Power points are great for lectures, but for classrooms with projectors, nothing beats a word doc for interacting with students’ in-the-moment learning. The beauty of being able to work with a word doc on a screen is that you can be more responsive to what comes from the students. Lessons can build, grow, morph and change.
We use word docs in the writing and grammar classroom to investigate the construction of sentences and explore options. The highlighting feature is brilliant for showing grammar and vocabulary patterns because it can immediately target structures we want students to notice. At later stages it facilitates an investigation of student-generated examples.
The following is a how to for working with three basic sentence patterns that figure prominantly in TRIO and Effective Academic Writing but can appear in any writing or grammar course: simple, compound and complex.
Using real models
When working with example sentences, we like to draw from texts that are graded for intermediate level language learners. The beauty of graded readings is that they reflect meaningful connected speech while modeling sentence types that students can reasonably expected to produce. Graded texts also tend to avoid figurative language and high level vocabulary, which reduces the cognitive demands. The following examples are taken from a reading passage about the women whose stories were featured in the film Hidden Figures. You can download it here.
Setting up a word doc
For best viewing, it’s a good idea to make a few changes to the basic word doc:
Font: Use Calibri, Helvetica or another sans-serif font as these are easier to read on screen.
Size: Use at least a 14 point font, but enlarge the screen to around 150 – 200%. This enables lines of text to look natural but is big enough for students to see clearly.
Spacing: We select 1.15 to make reading comfortable.
Color: When highlighting, we try to be consistent with color. So throughout the semester, we make all subjects yellow and all verbs green, using other colors for other features of the language that may come up. We like yellow, green and blue because they produce less glare.
Eliciting and discussing
Instead of presenting the sentences with the highlighting already done, we recommend eliciting a language feature, e.g., What is the verb? and inviting students to identify it. Then we highlight the verb in green. Once it is highlighted, we can move to observations and questions. Depending on what they say, we might move chunks around or type up new examples. For example, there might be questions about comma usage.
A sequence for subject/verb awareness in different sentence types
Students at all levels can benefit from discussions of subject/verb conventions. At a fairly basic level, it is possible to introduce the concepts of one clause sentences by eliciting and highlighting the subjects and verbs. From a foundation in the one-clause sentence, it is then possible to show how clauses work together in compound and complex patterns.
The first example below shows how simple sentences may have multiple nouns or verbs, but the yelow is always on one side and the green is always on the other. Here is an example of a document after the highlighting has been elicited and discussed.
Next, students can be introduced to two-clause sentences. In the example below, notice that the yellow/green + yellow/green pattern contrasts with the yellow/green pattern of simple sentences.

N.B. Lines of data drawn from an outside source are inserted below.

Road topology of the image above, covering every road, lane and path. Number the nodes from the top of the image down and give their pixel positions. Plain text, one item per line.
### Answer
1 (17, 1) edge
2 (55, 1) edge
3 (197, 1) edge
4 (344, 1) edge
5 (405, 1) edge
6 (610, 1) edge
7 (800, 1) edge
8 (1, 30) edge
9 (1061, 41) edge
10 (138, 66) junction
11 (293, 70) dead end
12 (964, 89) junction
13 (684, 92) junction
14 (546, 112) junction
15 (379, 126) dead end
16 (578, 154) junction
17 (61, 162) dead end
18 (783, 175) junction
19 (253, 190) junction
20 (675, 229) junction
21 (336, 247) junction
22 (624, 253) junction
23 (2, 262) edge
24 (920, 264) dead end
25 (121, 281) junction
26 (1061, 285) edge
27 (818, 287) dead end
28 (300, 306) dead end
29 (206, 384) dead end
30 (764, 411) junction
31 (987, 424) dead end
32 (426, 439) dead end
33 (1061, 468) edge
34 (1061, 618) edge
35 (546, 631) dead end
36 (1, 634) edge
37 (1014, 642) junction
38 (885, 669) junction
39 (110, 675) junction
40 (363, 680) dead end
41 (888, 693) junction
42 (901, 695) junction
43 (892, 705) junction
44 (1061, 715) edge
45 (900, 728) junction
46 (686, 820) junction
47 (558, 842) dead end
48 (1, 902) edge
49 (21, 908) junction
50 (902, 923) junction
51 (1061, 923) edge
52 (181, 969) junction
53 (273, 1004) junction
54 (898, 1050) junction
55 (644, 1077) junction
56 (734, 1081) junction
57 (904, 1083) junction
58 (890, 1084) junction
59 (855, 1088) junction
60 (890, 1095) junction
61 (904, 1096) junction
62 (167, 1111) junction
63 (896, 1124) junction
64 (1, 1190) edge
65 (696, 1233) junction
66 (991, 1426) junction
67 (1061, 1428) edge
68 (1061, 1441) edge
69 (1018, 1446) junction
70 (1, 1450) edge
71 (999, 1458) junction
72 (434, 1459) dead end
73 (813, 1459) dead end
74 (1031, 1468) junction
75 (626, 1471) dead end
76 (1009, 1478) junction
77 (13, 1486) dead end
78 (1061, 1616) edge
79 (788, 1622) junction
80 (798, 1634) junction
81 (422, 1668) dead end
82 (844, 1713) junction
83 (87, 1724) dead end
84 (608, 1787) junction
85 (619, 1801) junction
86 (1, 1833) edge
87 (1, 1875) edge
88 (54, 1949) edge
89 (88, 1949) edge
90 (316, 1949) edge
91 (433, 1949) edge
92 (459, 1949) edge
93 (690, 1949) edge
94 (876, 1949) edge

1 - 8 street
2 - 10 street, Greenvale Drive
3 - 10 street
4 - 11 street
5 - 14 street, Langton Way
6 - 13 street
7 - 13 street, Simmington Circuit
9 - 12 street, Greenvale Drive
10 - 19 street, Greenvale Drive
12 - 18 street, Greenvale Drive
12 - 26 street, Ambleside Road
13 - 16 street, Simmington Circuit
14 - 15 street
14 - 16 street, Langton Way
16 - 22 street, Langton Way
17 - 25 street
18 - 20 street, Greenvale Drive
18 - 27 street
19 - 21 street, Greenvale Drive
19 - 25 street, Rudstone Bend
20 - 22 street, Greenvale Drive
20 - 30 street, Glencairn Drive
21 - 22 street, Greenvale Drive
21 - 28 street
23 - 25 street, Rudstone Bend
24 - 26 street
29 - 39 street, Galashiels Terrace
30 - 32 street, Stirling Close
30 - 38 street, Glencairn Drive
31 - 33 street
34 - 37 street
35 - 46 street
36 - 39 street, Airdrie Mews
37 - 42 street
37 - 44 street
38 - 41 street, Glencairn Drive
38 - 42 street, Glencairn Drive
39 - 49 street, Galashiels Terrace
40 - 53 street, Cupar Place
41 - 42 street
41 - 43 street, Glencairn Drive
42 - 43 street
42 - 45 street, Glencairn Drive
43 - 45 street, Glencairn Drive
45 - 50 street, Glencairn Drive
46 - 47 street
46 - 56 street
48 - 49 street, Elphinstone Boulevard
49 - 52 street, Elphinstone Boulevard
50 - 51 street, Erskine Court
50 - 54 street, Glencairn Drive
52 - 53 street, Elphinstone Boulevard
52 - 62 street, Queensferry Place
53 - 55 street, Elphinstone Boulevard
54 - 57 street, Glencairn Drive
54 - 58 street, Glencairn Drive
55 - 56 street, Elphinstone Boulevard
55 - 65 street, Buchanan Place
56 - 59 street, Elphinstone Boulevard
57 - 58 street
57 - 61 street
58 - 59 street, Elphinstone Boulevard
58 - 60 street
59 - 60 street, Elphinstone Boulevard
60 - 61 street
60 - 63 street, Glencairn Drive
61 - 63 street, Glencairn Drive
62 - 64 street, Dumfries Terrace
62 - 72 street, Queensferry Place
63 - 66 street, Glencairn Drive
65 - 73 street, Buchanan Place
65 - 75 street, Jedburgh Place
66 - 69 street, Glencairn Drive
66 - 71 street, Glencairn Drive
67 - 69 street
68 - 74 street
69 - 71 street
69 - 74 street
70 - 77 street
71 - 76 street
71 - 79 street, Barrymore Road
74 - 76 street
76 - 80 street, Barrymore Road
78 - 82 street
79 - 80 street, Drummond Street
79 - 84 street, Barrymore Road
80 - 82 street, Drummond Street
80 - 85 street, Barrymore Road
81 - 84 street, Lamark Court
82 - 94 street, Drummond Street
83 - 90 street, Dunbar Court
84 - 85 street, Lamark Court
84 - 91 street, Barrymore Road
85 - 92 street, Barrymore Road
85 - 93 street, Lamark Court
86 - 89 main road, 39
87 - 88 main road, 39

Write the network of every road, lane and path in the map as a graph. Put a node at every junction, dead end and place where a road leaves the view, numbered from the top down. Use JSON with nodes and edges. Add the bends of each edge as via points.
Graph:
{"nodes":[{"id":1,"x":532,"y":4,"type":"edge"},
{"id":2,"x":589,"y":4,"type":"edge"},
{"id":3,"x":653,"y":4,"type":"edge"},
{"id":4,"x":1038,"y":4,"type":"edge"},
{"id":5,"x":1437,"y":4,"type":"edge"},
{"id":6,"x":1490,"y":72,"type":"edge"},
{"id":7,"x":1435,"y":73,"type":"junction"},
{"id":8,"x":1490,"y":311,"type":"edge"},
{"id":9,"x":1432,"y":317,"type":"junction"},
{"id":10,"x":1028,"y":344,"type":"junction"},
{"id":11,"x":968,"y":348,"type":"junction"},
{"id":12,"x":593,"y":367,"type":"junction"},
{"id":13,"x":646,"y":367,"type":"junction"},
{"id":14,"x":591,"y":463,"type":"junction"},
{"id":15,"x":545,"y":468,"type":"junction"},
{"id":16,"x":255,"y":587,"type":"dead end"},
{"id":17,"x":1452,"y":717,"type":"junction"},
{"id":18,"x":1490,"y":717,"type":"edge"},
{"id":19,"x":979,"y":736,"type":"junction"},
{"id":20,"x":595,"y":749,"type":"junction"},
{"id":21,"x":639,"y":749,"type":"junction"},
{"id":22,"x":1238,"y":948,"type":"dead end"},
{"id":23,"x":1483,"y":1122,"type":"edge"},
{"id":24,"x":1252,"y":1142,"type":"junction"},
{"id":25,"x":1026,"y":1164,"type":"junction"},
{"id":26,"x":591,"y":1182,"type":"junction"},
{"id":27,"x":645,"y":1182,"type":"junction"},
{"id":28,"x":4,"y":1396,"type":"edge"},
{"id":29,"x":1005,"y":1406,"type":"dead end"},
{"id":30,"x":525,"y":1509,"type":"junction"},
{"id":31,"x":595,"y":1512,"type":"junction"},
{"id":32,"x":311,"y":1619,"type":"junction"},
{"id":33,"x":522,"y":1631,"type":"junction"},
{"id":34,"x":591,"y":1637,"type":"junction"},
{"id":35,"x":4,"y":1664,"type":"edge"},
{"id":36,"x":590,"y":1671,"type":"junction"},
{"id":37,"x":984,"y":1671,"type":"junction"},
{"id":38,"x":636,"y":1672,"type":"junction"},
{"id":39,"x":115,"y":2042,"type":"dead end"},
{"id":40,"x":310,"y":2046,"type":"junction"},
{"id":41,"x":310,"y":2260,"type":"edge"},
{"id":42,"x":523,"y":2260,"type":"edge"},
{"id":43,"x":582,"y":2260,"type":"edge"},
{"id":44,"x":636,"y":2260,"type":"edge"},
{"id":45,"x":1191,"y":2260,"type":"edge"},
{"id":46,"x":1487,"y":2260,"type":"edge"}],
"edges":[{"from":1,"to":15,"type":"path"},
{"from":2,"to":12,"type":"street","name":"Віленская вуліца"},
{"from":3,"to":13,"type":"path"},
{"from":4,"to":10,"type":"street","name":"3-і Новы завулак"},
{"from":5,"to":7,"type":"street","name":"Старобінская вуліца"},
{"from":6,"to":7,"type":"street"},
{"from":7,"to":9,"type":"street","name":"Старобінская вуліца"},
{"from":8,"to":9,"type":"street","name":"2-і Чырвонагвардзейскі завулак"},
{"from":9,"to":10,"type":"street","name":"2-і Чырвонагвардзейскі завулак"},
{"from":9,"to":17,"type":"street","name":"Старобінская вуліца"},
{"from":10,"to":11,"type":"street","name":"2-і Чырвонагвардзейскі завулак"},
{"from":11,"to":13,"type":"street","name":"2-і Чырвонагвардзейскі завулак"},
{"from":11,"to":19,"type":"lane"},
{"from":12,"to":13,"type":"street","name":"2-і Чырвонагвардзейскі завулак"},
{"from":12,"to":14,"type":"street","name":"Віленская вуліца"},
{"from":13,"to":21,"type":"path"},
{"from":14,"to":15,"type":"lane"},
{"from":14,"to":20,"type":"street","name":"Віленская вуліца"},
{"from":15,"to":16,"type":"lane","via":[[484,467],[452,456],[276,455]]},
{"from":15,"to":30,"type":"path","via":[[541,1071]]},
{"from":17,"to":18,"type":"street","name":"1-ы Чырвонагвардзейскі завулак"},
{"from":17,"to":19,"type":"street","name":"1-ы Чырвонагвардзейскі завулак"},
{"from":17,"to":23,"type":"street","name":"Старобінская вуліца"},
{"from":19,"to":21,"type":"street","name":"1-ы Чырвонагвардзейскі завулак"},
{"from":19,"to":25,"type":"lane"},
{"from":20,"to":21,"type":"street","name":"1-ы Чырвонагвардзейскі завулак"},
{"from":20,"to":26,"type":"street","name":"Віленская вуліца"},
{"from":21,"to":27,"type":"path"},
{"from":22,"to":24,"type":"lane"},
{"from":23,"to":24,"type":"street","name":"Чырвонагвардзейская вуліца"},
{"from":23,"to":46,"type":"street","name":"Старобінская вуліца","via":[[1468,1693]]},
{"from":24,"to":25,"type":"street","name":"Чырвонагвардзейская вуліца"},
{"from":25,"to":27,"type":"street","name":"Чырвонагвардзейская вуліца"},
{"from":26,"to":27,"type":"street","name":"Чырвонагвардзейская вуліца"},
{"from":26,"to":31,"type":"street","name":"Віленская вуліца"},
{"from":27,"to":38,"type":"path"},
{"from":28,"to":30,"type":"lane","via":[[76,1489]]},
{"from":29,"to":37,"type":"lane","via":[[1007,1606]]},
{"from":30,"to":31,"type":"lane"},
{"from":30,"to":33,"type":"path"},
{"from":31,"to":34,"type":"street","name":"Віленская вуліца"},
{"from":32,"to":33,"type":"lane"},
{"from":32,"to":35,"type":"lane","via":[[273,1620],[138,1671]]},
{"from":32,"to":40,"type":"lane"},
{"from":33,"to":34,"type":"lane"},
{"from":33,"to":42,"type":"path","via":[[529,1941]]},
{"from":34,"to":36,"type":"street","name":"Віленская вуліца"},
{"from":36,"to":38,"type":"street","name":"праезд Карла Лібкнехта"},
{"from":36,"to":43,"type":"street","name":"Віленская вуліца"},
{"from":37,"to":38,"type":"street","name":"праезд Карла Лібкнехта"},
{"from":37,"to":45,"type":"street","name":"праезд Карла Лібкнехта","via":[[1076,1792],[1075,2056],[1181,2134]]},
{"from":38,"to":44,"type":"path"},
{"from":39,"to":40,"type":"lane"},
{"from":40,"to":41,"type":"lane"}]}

The third pattern introduces compound sentences. Note: If these patterns seem very basic, consider that the sentences you choose to use for eliciting can display more complicated features of the subject/verb relationship such as the distracting role of prepositional phrases in agreement (E.g., This woman with the help of her colleagues was able to do great things.)
Once students are aware of the pattern, ease them into practice by having them identify the patterns in new sentences. Students can discuss in pairs and then share with the class as you highlight and discuss features. Notice the red comma which came up as students reviewed the rule fo dependent clauses.
Students can then be instructed to go through a text and identify additional examples of the patterns to raise their awareness of sentence types and writers’ strategies. This activity can also involve identifying the incidence of each pattern in the text. The following paragraph has mostly simple sentences, one complex, two compound, and one complex-compound.
The example above can lead to a discussion on the value and power of simple sentences in communicating meaning, especially when used in combination with other types of sentences. Students can be encouraged to make deliberate decisions about the type of sentence they want to use. For example, we might discuss the writing strategy of introducing an idea with a direct simple statement followed by an explanation in the form of a complex or compound sentence.
Eliciting student-generated sentences
As a last stage, it is always a good idea to have students generate their own sentences around a writing prompt. This can be done as a pre-writing activity to help set some language in their minds before they write.
Simply instruct students to try some different sentences about their topic. As the write, circulate and give support. Then elicit salient examples to the screen, identify options and give additional explanation as needed. Here are a couple of examples.
This example lesson focuses on common sentence patterns, but the technique of color-coding for language features can be applied to other structures such as infinitives or gerund patterns, participle adjectives, embedded clauses and anything else that is worth a lesson.
As a final note, annecdotal evidence suggests that when patterns are reviewed in this way, before writing, rather than after the error has been made, the result can make life easier for the teacher and happier for the writer.